Data for processing –
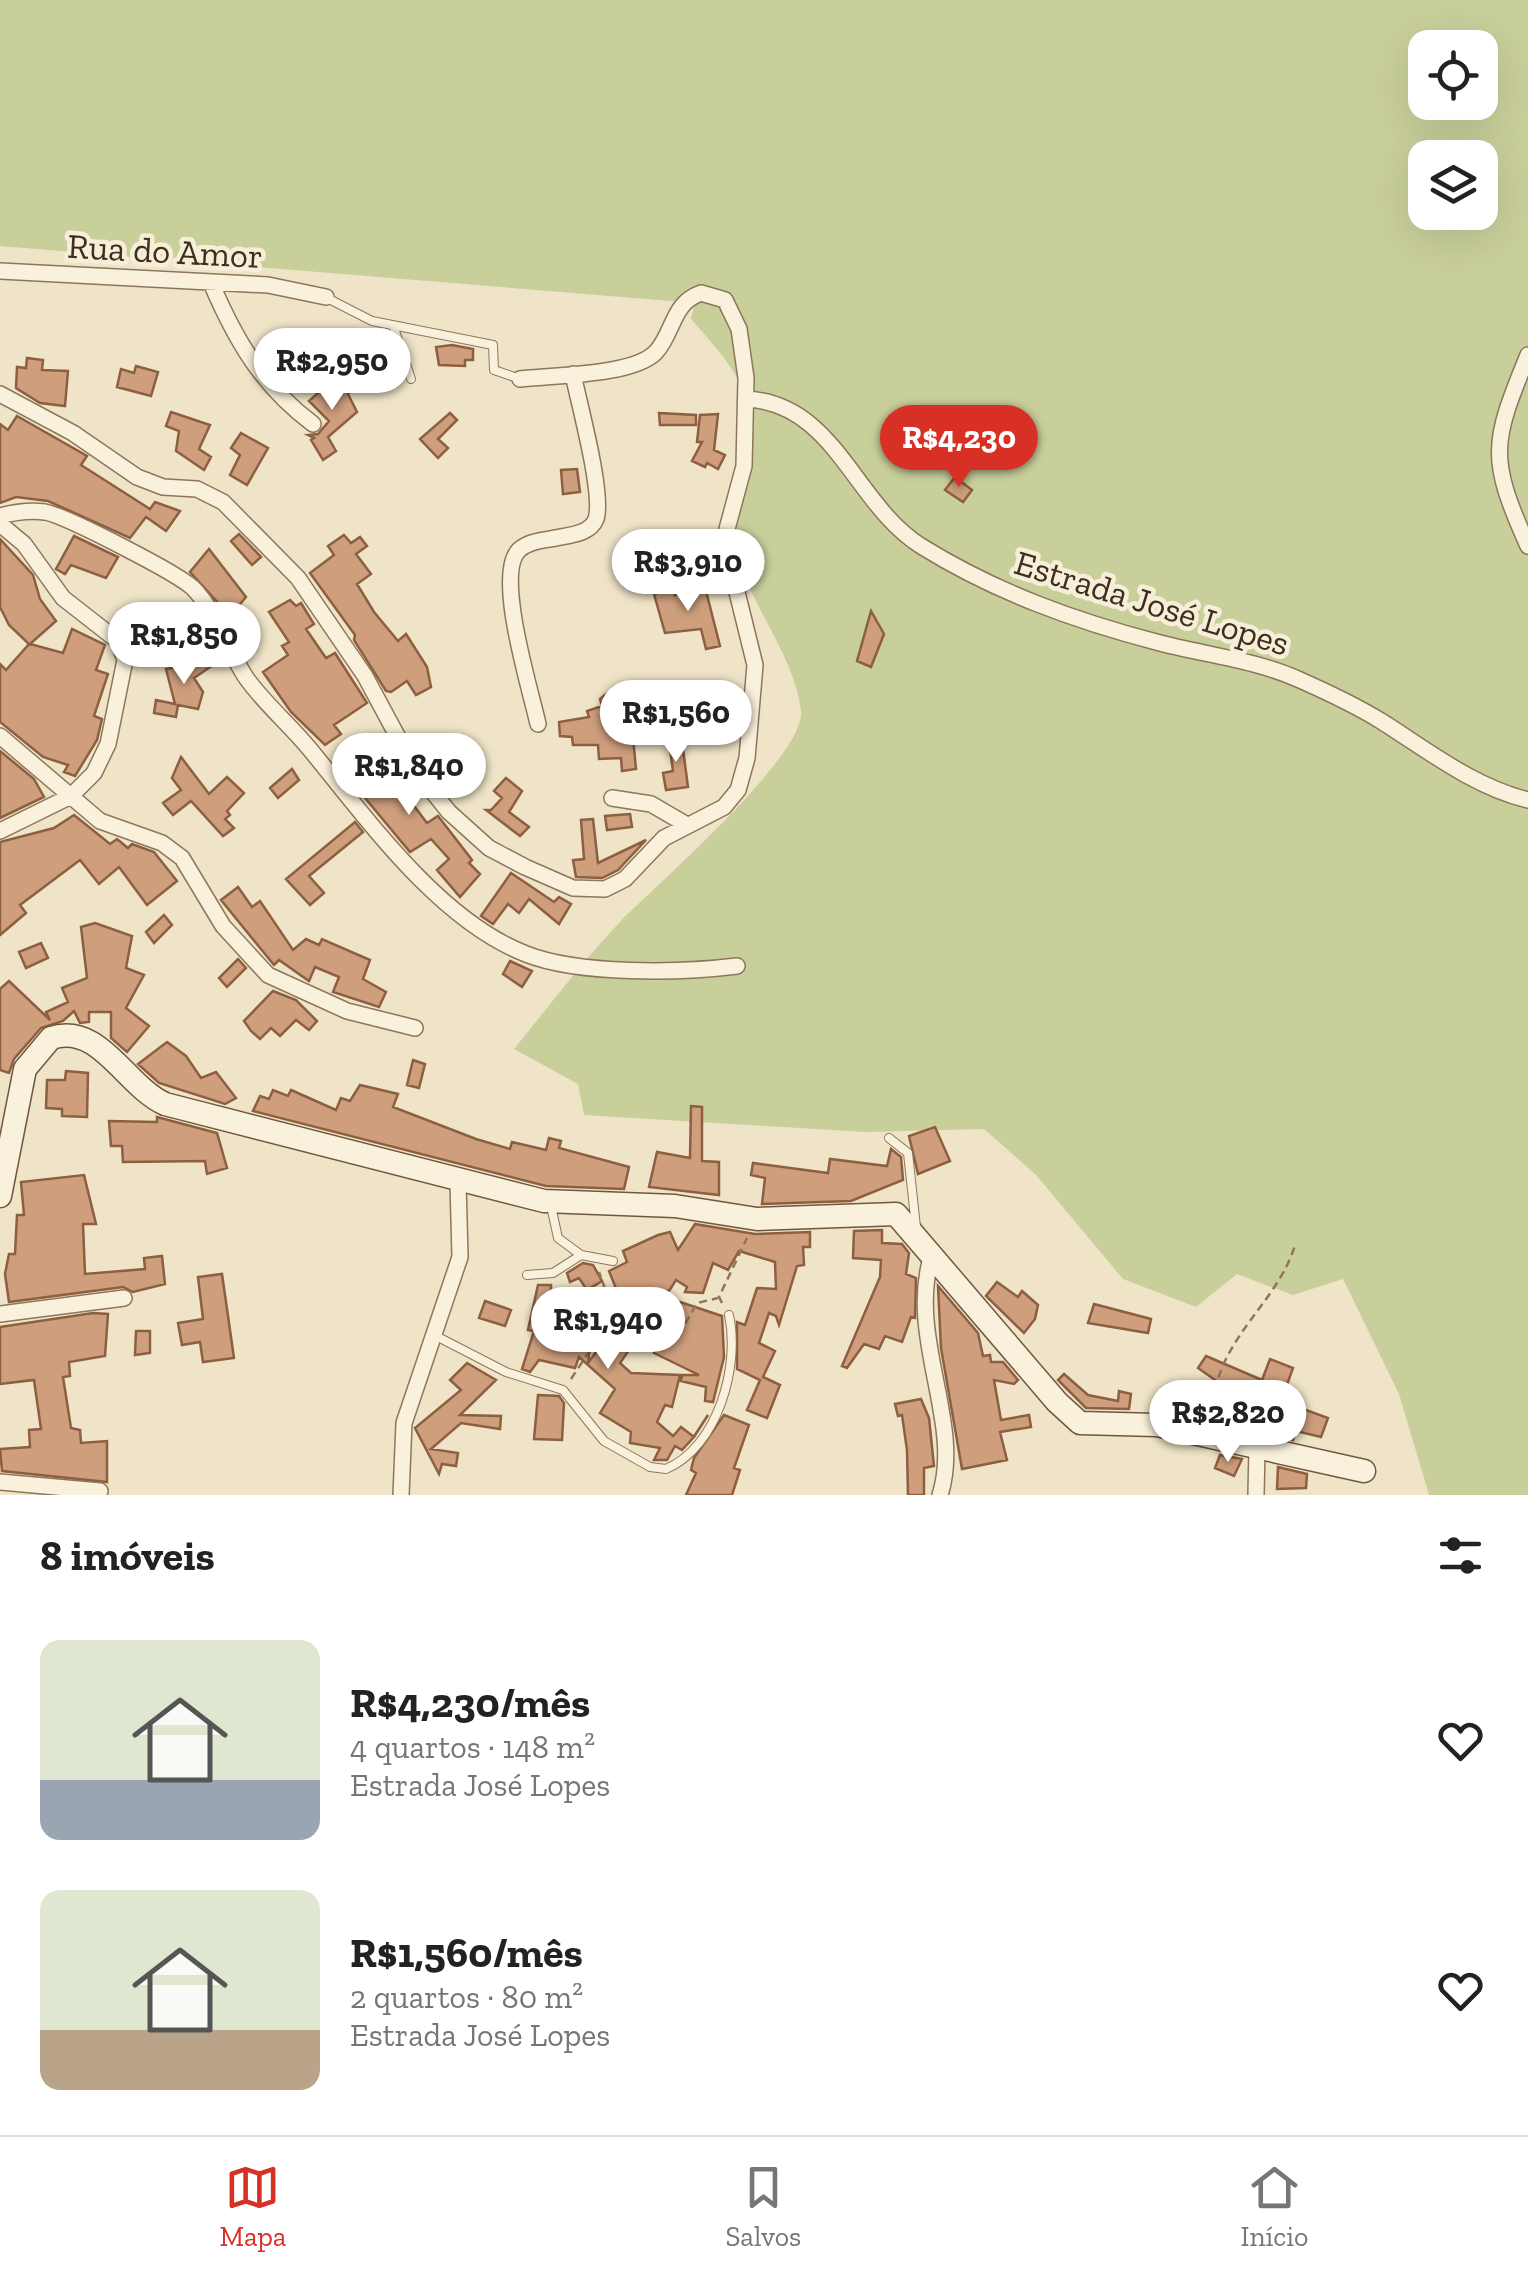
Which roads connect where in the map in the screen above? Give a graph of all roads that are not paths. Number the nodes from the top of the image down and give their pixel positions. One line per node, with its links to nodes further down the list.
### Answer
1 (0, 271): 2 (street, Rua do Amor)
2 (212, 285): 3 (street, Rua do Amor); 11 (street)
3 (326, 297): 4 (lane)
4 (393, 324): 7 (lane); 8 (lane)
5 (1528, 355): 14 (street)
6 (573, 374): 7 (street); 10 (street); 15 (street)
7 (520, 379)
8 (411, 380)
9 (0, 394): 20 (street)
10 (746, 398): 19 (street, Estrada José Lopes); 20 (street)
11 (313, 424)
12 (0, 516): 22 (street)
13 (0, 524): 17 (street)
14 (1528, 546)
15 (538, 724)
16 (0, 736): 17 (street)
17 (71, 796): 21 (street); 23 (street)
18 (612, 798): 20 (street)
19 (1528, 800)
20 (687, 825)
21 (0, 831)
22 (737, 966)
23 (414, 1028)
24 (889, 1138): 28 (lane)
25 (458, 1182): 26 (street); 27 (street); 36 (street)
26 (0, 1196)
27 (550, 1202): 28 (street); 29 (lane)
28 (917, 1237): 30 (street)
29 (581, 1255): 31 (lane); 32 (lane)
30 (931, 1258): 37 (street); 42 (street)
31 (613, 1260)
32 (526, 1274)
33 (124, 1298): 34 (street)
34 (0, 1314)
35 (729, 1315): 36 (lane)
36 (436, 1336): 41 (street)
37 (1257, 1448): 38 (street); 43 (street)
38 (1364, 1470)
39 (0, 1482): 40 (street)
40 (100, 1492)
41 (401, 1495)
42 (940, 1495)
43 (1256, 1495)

...

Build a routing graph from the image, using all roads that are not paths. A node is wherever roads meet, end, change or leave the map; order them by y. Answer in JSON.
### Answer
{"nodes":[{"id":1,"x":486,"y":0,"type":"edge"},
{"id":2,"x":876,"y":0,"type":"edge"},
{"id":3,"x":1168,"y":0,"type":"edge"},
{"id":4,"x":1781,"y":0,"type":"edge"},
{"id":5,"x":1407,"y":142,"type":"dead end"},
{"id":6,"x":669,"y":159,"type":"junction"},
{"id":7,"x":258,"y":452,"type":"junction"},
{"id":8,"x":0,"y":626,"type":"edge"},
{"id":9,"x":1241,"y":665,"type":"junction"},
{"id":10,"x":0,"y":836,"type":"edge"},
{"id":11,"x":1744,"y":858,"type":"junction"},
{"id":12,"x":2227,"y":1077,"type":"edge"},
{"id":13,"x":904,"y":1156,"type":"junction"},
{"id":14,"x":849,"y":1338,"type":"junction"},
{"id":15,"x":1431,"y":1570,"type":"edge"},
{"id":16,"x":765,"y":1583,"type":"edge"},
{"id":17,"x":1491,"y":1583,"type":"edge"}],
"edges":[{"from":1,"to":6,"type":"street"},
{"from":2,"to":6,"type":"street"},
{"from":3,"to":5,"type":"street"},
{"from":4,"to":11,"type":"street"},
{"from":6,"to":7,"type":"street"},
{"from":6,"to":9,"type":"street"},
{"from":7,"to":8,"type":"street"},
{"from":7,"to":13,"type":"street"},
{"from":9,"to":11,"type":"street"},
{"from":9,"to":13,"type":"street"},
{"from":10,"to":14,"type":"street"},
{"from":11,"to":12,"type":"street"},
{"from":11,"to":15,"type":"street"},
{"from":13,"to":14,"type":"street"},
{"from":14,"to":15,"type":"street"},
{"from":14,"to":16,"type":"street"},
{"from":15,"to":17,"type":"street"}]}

How to complete this task –
Go through the entries and report every line with the string "that".

Solution to this exercise –
Which roads connect where in the map in the screen above? Give a graph of all roads that are not paths. Number the nodes from the top of the image down and give their pixel positions. One line per node, with its links to nodes further down the list.
Build a routing graph from the image, using all roads that are not paths. A node is wherever roads meet, end, change or leave the map; order them by y. Answer in JSON.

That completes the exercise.